### What this task involves
Please repeat the lines below exactly. Begin with the line containing "M 918,921 L 942,921 L 942,951 L 919,951 Z" and go on through the line containing "M 395,27 L 415,0".

(Dataset entries)
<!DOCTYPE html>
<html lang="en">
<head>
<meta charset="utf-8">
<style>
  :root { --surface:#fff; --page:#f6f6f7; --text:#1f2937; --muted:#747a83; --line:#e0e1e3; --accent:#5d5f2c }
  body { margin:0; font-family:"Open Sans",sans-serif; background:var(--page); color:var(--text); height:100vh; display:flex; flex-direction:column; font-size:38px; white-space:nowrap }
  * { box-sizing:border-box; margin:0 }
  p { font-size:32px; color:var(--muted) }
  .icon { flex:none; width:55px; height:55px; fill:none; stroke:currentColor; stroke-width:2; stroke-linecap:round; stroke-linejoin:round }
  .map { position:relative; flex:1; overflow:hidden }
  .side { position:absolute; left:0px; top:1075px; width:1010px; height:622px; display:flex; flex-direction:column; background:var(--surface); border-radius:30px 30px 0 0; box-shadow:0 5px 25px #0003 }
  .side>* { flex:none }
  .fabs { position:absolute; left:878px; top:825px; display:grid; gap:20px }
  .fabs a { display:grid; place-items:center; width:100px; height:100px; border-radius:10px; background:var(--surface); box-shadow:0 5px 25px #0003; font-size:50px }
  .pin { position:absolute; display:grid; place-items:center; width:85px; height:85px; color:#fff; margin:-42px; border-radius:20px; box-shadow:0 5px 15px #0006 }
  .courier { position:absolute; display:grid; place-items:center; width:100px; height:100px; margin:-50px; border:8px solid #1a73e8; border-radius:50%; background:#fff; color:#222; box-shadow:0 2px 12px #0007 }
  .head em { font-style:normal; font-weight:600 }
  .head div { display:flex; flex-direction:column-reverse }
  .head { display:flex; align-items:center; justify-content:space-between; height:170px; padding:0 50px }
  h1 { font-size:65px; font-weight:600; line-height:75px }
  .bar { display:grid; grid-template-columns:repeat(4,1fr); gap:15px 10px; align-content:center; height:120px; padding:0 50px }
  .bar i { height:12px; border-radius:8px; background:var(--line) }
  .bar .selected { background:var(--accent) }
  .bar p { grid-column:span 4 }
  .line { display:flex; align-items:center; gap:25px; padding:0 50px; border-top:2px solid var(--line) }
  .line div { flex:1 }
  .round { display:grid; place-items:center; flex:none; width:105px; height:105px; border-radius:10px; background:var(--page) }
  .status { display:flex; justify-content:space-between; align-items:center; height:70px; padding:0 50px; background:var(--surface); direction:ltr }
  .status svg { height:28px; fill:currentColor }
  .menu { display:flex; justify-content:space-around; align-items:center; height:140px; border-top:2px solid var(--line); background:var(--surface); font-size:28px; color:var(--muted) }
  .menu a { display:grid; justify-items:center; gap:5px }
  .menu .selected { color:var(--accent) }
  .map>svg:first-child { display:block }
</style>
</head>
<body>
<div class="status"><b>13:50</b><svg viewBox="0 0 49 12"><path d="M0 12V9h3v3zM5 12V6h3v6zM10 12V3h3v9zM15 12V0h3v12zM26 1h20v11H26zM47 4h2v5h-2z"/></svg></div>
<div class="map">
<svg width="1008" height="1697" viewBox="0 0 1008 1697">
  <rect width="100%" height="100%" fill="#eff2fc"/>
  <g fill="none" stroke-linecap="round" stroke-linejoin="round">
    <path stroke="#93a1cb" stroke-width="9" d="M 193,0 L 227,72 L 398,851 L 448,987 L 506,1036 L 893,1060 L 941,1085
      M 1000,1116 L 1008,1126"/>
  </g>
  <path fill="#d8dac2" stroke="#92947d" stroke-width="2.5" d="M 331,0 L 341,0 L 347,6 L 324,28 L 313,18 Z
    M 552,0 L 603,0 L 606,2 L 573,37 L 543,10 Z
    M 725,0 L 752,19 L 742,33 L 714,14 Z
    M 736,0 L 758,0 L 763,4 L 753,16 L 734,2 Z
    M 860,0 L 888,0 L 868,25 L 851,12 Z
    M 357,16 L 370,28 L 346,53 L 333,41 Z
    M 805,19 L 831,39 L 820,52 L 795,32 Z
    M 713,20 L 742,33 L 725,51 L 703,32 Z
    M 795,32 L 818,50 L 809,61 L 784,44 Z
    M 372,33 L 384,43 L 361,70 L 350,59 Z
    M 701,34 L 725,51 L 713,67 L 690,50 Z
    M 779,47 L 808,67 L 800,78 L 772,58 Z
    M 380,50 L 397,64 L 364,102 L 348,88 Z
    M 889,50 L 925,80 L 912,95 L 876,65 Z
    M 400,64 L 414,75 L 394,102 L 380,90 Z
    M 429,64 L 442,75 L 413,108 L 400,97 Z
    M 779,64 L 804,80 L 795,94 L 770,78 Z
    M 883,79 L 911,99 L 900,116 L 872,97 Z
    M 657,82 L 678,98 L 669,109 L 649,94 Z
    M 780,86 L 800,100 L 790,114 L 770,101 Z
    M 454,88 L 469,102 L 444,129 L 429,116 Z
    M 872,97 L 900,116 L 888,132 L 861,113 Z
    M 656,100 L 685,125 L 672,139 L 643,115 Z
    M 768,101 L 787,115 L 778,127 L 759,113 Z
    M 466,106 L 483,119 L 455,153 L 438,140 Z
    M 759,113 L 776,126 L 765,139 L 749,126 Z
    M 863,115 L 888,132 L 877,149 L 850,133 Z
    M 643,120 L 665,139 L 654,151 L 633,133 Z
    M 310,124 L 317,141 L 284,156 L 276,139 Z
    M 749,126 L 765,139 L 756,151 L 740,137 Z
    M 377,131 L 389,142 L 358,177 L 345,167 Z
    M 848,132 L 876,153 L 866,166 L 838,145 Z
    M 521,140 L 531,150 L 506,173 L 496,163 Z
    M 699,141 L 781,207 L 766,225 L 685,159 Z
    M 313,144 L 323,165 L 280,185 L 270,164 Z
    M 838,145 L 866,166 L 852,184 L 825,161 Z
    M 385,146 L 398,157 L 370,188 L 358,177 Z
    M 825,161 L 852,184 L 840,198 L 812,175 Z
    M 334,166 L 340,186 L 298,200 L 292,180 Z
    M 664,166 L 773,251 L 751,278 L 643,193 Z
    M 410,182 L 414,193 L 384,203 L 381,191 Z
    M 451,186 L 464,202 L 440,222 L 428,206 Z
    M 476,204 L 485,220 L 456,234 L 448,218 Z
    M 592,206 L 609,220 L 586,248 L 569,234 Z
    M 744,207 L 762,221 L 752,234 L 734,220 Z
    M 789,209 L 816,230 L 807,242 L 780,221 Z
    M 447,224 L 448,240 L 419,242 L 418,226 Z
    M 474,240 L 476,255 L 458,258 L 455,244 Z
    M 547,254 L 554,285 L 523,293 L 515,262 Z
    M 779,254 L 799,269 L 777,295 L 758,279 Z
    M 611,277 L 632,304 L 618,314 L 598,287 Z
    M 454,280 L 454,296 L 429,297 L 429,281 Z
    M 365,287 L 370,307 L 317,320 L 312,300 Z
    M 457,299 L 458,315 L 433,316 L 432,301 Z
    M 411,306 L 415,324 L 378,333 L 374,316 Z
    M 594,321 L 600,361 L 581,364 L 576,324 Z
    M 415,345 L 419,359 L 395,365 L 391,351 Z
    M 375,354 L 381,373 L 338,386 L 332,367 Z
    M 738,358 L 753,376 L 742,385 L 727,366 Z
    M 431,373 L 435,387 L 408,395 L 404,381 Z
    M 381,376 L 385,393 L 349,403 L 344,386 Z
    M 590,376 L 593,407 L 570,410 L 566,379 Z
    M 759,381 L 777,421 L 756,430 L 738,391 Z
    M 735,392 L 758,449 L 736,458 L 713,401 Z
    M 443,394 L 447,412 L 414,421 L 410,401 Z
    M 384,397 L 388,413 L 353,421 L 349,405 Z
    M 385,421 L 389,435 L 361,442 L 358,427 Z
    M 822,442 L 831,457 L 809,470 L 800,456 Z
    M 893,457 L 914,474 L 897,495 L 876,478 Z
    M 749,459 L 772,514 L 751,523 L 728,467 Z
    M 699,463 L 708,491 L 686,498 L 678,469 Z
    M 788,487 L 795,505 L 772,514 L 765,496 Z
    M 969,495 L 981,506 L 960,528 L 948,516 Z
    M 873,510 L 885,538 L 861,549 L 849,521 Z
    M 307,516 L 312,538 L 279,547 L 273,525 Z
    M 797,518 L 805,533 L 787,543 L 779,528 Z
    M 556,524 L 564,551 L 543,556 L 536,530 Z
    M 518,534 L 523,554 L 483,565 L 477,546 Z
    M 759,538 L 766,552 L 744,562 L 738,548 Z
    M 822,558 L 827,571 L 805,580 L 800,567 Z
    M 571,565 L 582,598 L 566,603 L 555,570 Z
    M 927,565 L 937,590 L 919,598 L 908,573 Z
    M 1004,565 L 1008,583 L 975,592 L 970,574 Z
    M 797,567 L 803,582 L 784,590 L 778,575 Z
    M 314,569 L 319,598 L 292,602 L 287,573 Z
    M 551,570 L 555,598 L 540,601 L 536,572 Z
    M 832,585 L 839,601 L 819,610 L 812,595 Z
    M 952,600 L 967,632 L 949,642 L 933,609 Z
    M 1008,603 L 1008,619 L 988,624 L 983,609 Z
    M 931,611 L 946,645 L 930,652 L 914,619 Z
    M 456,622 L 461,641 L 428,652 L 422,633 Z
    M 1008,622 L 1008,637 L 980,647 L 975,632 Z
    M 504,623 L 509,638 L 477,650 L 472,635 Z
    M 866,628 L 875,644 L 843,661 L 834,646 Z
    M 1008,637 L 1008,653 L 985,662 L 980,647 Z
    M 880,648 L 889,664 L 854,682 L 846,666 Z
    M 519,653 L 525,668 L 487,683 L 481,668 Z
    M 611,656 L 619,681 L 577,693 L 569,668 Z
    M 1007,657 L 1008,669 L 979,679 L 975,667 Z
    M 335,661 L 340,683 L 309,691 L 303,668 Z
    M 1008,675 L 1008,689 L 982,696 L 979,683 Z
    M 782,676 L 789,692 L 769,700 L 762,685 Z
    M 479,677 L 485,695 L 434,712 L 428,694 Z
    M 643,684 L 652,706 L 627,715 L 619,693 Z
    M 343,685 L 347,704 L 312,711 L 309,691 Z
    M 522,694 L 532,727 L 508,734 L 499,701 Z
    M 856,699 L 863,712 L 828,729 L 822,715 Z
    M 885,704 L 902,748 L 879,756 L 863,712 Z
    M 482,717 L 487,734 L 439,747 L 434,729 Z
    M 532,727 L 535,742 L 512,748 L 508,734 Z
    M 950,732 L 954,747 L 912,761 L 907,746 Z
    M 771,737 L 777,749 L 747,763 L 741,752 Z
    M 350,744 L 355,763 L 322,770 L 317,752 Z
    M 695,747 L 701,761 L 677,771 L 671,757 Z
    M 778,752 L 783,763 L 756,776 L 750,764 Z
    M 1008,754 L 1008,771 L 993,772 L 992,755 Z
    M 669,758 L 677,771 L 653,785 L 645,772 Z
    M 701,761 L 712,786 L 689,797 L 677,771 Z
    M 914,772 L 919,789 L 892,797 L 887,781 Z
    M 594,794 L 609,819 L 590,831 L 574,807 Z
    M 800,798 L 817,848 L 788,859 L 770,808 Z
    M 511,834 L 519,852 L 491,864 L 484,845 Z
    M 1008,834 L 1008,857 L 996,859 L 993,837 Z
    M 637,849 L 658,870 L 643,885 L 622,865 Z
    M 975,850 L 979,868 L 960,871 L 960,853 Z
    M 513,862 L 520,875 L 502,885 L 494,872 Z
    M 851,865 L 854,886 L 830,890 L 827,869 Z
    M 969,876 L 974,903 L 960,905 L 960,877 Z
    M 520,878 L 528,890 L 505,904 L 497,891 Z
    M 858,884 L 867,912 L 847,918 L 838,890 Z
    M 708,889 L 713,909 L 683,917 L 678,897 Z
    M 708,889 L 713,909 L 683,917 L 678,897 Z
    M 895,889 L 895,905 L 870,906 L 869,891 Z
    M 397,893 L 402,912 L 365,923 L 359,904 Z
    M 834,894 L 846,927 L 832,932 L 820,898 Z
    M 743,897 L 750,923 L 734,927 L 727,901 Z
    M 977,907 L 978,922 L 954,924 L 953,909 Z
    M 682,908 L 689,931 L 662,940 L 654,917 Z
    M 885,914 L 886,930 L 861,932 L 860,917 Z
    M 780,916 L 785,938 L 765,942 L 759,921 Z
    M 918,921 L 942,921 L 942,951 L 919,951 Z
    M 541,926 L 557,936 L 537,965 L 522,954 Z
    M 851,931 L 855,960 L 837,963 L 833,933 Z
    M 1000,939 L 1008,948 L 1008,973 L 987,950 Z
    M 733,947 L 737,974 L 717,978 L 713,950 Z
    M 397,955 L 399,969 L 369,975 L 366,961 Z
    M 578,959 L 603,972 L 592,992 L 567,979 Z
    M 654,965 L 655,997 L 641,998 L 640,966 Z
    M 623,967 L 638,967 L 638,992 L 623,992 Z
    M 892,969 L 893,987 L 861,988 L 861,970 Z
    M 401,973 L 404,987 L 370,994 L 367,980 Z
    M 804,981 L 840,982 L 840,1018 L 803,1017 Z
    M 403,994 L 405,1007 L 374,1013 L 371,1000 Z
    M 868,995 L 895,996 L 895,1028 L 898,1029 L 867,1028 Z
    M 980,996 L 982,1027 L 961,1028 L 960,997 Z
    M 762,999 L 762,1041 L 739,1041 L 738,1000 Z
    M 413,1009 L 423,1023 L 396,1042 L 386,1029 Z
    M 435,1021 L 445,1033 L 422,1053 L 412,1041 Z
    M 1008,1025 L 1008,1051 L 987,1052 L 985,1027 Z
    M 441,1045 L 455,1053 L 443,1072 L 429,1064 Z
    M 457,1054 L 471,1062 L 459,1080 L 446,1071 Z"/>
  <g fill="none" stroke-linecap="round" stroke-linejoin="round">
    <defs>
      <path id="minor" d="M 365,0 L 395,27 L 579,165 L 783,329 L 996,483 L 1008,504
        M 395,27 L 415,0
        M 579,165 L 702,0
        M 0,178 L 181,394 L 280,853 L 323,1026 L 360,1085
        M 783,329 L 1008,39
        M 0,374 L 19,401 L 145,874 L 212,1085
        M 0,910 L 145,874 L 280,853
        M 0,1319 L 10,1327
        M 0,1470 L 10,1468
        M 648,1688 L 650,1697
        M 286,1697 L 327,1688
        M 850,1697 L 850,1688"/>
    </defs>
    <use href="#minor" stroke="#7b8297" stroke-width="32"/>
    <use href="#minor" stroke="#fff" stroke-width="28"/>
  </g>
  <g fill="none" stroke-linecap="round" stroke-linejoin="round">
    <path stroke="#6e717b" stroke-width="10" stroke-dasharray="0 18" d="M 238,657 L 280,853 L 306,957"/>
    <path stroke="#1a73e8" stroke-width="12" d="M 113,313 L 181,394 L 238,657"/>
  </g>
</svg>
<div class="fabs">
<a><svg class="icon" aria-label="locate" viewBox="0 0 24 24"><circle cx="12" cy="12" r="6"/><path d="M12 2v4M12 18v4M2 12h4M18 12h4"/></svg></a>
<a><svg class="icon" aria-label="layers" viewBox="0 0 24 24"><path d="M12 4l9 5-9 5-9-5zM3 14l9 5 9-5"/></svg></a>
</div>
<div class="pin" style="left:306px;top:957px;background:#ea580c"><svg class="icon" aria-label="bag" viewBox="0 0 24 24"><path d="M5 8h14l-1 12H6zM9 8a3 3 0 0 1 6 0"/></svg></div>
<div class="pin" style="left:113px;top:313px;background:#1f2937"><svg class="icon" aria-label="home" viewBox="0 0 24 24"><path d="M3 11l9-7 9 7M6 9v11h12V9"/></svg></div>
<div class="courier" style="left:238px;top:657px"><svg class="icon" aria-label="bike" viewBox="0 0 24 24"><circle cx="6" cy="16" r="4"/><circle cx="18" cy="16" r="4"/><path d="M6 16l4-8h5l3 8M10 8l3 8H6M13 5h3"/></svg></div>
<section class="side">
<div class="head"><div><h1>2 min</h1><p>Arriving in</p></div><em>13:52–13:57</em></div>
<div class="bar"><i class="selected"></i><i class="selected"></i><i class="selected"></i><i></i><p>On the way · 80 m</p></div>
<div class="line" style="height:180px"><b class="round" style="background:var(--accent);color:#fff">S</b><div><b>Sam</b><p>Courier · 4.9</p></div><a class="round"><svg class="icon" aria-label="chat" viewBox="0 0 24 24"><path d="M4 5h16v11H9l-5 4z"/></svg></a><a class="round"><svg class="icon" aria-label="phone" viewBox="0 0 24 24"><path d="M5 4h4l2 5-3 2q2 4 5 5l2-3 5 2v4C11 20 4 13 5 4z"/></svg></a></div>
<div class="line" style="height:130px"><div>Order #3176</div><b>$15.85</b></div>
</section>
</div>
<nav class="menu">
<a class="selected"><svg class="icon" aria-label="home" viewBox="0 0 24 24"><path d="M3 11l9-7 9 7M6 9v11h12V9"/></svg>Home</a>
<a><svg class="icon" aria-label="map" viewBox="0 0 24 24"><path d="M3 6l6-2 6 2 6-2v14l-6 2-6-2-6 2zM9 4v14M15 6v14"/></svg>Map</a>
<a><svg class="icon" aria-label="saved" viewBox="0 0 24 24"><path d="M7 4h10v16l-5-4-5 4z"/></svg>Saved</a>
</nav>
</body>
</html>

### Task solution
    M 918,921 L 942,921 L 942,951 L 919,951 Z
    M 541,926 L 557,936 L 537,965 L 522,954 Z
    M 851,931 L 855,960 L 837,963 L 833,933 Z
    M 1000,939 L 1008,948 L 1008,973 L 987,950 Z
    M 733,947 L 737,974 L 717,978 L 713,950 Z
    M 397,955 L 399,969 L 369,975 L 366,961 Z
    M 578,959 L 603,972 L 592,992 L 567,979 Z
    M 654,965 L 655,997 L 641,998 L 640,966 Z
    M 623,967 L 638,967 L 638,992 L 623,992 Z
    M 892,969 L 893,987 L 861,988 L 861,970 Z
    M 401,973 L 404,987 L 370,994 L 367,980 Z
    M 804,981 L 840,982 L 840,1018 L 803,1017 Z
    M 403,994 L 405,1007 L 374,1013 L 371,1000 Z
    M 868,995 L 895,996 L 895,1028 L 898,1029 L 867,1028 Z
    M 980,996 L 982,1027 L 961,1028 L 960,997 Z
    M 762,999 L 762,1041 L 739,1041 L 738,1000 Z
    M 413,1009 L 423,1023 L 396,1042 L 386,1029 Z
    M 435,1021 L 445,1033 L 422,1053 L 412,1041 Z
    M 1008,1025 L 1008,1051 L 987,1052 L 985,1027 Z
    M 441,1045 L 455,1053 L 443,1072 L 429,1064 Z
    M 457,1054 L 471,1062 L 459,1080 L 446,1071 Z"/>
  <g fill="none" stroke-linecap="round" stroke-linejoin="round">
    <defs>
      <path id="minor" d="M 365,0 L 395,27 L 579,165 L 783,329 L 996,483 L 1008,504
        M 395,27 L 415,0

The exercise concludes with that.